06/02/2022
Vidéosurveillance : inefficace, coûteux, liberticide et des résultats très faibles ? La France semble découvrir avec stupéfaction que la vidéosurveillance peine à démontrer son efficacité. Voir totalement l’inverse.
Une étude de 2021 réalisée par Guillaume Gormand (1), chercheur au Centre d’études et de recherche sur la diplomatie, l’administration publique et le politique pour le Centre de recherche de l’École des officiers de la gendarmerie (CREOGN) de Melun, démontre clairement l’inefficacité des systèmes de vidéosurveillance déployés sur la voie publique.
L’étude a pris en compte différents types de délits, dont les violences, vols liés aux véhicules, cambriolages et infractions à la législation sur les stupéfiants… Guillaume Gormand a étudié les données récoltées entre 2017 et 2020 provenant de quatre territoires municipaux de la région grenobloise « constituant un ensemble hétérogène de réseaux et d’usages de vidéoprotection » (2).
Cette méthode a été doublée par des séries d’entretiens et une comparaison entre certaines zones concernées, avant et après l’installation des systèmes de vidéosurveillance. En ne conservant que les enquêtes élucidées, l’étude révèle que 5,87 % ont bénéficié d’une contribution vidéo, soit environ 1 sur 20.
Soit, les résultats varient en fonction des infractions : 7,5 % d’indices trouvés dans des affaires d’atteintes aux véhicules et 5,7 % dans des affaires de violences. Mais, « en fin de compte, la découverte d’éléments probants, peu importe la thématique considérée (…) s’avère faible ». M. Gormand (2). Sur 1 939 enquêtes, seules, 22 ont donc été élucidées grâce à la vidéosurveillance. Sois 1,13 % des enquêtes.
En fait, il n’y a rien de surprenant dans le résultat de cette étude. Malgré la présence d’environ 346 000 caméras de vidéosurveillance en Grande-Bretagne en 2006, le rapport du « Home Office » (ministère intérieur britannique), écrit par Martin Gill et Angela Spriggs, concluait déjà à l’inefficacité des dispositifs de vidéosurveillance.
Il corrobore ainsi les avis des criminologues et celui de Jason Ditton (1994) (13) sur cette question. Aucune corrélation avec le taux d’élucidation des délits.
Il y a des exceptions, bien sûr, et c'est ce qui attire toujours les médias.
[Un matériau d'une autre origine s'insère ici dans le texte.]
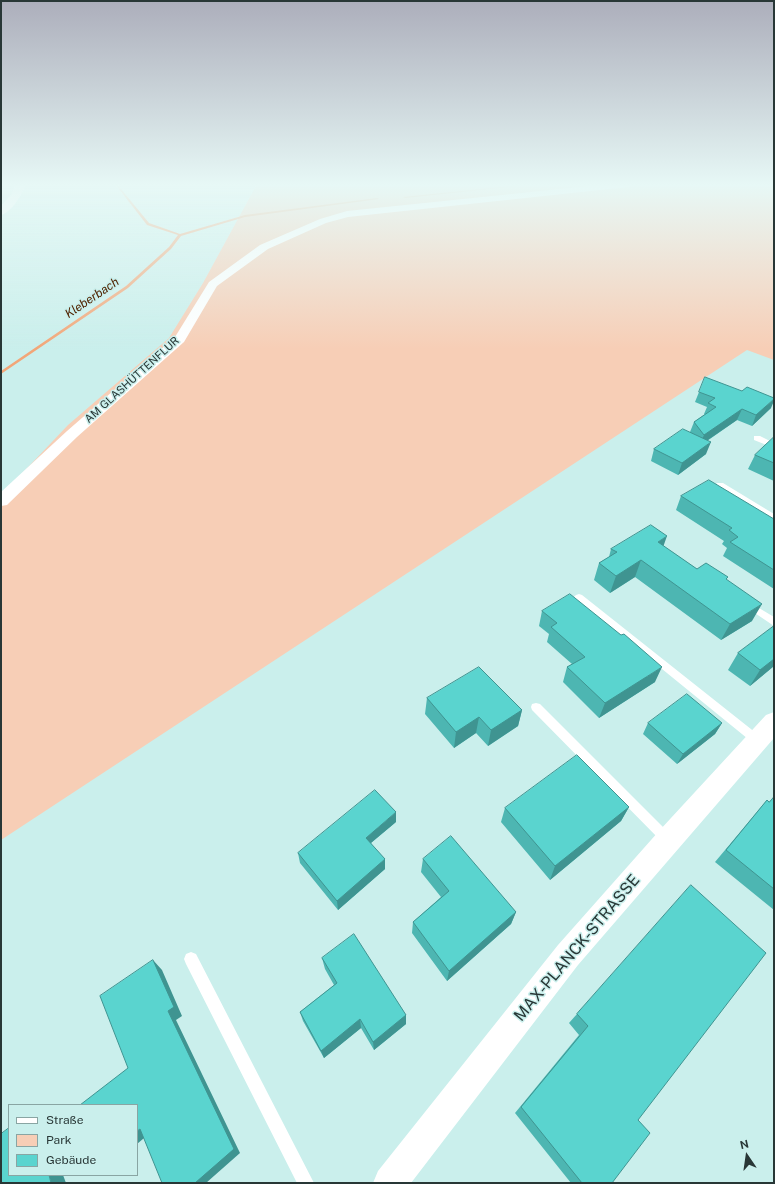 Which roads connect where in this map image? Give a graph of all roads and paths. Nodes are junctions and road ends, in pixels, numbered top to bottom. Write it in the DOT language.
graph roads {
  1 [pos="282,239"];
  2 [pos="757,438"];
  3 [pos="774,446"];
  4 [pos="720,485"];
  5 [pos="1,501"];
  6 [pos="774,518"];
  7 [pos="579,597"];
  8 [pos="738,598"];
  9 [pos="774,622"];
  10 [pos="536,707"];
  11 [pos="766,731"];
  12 [pos="668,840"];
  13 [pos="191,959"];
  14 [pos="306,1183"];
  15 [pos="390,1183"];
  1 -- 5 [label="street, AM GLASHÜTTENFLUR"];
  2 -- 3 [label="lane"];
  4 -- 6 [label="lane"];
  7 -- 11 [label="lane"];
  8 -- 9 [label="lane"];
  10 -- 12 [label="lane"];
  11 -- 12 [label="street, MAX-PLANCK-STRASSE"];
  12 -- 15 [label="street, MAX-PLANCK-STRASSE"];
  13 -- 14 [label="lane"];
}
Cette inefficacité a été démontrée à maintes reprises depuis bientôt 30 ans : par l’étude approfondie pour le Home Office en 2005, par plusieurs études aux États-Unis, et encore avec les données annoncées par New Scotland Yard. (2).
Pour certains, il est réconfortant d'imaginer une police vigilante surveillant chaque caméra, mais la vérité est totalement différente.
La plupart des images de vidéosurveillance ne sont visionnées que bien après qu'un crime ou un délit soit commis. Lorsqu'il est examiné, il est très courant que le visionnage ne permette pas d'identifier le/les suspects. L'éclairage est mauvais, les images sont granuleuses, et les criminels ont tendance à étrangement ne pas regarder l'objectif.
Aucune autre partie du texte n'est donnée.